>>

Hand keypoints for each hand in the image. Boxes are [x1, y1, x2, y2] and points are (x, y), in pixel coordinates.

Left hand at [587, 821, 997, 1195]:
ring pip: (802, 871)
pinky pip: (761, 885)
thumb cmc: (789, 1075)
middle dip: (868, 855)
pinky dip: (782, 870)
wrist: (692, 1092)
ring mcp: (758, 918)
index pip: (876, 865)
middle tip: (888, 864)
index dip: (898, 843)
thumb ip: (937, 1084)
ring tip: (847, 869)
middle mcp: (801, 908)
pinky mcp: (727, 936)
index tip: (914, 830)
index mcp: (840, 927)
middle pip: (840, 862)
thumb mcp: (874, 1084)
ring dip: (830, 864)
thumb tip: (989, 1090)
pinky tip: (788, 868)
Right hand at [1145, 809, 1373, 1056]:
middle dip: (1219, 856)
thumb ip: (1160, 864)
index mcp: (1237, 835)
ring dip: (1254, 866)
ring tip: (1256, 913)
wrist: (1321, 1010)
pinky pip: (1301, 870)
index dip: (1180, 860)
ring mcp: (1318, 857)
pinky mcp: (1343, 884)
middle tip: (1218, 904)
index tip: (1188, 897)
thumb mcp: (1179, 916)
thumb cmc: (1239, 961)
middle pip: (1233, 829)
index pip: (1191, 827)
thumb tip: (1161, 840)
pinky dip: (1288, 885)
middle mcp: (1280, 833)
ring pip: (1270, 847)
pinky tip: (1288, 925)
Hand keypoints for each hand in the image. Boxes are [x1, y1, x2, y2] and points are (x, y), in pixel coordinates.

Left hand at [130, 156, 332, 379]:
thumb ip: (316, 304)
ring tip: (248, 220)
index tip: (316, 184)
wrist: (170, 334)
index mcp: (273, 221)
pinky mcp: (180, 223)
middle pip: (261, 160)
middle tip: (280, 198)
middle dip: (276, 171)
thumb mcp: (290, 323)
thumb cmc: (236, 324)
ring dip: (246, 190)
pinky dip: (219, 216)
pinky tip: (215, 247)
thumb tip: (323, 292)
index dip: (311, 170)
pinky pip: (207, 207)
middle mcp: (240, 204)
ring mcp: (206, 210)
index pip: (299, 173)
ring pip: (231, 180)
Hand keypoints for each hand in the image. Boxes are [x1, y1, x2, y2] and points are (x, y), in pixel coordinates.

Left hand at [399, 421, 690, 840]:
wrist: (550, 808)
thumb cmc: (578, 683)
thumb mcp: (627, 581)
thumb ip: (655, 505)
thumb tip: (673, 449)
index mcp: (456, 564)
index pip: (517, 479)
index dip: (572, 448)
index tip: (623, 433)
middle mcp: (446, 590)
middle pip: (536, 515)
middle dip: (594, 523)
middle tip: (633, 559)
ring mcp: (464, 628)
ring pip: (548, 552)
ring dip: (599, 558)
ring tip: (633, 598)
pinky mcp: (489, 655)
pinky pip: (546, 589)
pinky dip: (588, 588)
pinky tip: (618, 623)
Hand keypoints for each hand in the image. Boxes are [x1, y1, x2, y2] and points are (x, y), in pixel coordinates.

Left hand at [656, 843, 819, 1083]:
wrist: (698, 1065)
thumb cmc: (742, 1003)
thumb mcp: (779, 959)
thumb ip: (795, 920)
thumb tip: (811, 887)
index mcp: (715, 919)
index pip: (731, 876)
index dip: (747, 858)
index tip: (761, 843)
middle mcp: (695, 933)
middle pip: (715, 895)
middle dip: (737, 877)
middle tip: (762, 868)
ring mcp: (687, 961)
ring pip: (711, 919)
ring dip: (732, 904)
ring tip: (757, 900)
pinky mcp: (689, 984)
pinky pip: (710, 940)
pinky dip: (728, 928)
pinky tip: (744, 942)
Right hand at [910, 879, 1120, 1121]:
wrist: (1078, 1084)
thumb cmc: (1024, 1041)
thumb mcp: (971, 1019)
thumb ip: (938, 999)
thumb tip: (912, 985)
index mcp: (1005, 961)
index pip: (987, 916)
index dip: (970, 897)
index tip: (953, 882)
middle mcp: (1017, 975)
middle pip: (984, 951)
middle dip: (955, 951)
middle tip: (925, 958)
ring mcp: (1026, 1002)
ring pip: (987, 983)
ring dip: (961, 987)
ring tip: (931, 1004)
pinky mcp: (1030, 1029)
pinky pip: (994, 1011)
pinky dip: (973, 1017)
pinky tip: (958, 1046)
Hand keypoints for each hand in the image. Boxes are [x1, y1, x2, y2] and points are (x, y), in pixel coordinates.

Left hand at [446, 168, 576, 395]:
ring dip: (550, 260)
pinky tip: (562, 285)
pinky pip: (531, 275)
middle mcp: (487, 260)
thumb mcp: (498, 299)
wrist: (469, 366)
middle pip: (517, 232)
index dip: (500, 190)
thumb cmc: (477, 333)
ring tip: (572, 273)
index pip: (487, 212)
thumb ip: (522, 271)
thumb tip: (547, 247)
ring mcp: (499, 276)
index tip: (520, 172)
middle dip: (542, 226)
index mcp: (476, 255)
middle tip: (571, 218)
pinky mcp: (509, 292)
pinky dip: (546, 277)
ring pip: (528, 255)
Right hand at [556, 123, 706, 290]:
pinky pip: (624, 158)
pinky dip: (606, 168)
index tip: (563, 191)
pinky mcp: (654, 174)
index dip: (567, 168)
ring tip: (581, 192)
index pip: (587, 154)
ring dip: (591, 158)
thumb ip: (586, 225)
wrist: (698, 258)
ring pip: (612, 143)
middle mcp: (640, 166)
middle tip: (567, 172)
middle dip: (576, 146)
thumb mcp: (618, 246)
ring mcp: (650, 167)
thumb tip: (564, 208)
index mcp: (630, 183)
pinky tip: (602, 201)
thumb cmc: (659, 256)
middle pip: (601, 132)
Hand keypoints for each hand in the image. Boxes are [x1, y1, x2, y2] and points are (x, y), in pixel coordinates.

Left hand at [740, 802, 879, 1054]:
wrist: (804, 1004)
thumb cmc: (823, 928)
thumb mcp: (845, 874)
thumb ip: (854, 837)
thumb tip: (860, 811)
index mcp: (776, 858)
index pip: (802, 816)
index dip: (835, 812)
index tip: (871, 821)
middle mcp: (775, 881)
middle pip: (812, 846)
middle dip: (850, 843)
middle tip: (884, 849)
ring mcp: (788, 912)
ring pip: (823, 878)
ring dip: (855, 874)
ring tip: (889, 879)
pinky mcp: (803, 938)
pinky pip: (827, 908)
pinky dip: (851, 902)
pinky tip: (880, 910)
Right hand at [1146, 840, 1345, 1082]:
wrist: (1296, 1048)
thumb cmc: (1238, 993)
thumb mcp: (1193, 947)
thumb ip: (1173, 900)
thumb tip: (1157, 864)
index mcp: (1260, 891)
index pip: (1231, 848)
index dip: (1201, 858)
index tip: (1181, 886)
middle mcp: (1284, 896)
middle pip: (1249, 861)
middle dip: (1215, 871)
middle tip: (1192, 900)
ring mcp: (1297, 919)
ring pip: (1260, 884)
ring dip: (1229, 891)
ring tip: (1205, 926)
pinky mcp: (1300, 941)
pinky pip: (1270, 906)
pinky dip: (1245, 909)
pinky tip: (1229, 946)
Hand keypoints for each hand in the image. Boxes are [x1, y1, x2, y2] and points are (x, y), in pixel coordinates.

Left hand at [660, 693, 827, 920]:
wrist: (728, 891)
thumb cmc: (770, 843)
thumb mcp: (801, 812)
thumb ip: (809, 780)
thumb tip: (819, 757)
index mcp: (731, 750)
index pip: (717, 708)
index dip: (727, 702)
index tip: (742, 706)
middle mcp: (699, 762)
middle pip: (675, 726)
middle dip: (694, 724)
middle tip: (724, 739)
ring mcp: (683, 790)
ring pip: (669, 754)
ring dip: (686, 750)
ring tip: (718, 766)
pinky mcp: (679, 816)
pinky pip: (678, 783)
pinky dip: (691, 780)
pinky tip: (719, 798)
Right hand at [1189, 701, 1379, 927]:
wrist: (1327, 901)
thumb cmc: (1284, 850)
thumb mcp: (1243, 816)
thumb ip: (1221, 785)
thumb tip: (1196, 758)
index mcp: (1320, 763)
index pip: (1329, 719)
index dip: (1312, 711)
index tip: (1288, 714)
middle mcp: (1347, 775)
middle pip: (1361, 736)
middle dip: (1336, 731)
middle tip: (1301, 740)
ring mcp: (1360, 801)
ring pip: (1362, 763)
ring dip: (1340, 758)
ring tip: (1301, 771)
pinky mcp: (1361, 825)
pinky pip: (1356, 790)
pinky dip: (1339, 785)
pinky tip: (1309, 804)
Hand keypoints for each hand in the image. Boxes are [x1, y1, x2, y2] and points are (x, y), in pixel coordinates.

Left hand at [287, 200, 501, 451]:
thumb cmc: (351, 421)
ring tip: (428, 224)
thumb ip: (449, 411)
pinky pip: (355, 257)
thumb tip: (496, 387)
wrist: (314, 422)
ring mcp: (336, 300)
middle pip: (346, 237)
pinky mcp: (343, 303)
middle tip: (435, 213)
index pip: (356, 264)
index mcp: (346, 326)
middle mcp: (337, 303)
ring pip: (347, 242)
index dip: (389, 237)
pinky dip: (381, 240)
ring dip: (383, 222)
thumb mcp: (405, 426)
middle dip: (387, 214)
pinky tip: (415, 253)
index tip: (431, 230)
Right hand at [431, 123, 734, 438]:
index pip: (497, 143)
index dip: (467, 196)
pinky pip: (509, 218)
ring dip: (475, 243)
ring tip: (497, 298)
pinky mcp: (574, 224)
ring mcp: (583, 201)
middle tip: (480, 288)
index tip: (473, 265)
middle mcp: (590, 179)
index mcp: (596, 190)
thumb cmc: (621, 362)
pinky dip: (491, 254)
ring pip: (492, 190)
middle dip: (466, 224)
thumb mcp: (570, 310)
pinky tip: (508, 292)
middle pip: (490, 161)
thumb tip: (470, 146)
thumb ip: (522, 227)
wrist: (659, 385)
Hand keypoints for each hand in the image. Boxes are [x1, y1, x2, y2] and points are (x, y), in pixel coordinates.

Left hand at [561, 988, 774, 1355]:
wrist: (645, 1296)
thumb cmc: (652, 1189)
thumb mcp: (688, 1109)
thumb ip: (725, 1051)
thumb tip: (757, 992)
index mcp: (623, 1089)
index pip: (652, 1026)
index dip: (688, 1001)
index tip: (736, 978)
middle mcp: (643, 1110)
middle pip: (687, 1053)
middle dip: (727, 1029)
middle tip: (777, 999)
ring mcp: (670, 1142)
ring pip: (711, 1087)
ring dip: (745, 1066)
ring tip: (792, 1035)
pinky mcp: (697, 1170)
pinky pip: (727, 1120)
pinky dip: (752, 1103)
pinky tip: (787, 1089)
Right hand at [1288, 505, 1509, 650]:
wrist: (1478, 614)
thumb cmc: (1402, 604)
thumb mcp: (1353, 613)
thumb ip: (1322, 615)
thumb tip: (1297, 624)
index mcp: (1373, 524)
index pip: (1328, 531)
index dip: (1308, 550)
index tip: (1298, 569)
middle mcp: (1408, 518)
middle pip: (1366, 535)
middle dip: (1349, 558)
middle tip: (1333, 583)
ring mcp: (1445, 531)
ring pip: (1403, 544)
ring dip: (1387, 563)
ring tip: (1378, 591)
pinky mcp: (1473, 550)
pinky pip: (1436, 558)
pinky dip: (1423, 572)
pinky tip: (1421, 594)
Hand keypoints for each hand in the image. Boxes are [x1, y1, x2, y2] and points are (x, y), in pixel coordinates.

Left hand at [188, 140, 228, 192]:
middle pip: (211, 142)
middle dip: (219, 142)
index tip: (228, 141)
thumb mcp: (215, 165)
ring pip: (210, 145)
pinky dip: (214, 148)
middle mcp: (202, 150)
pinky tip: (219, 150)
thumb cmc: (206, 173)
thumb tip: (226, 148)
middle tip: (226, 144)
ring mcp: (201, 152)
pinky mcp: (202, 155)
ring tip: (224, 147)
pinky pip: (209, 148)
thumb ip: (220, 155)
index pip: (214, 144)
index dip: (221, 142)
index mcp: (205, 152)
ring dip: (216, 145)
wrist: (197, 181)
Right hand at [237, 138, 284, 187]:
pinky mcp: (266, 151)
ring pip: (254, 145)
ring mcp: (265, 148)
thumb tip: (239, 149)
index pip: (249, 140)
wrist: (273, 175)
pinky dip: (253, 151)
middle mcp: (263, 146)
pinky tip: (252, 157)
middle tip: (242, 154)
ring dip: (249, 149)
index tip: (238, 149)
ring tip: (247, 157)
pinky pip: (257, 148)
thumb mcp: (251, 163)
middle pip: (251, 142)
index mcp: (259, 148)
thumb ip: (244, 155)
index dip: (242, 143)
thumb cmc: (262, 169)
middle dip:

<<

* **Your instructions**
Line count for "Left": report how many lines in the data above include it, with no other words.

* **Answer section**
10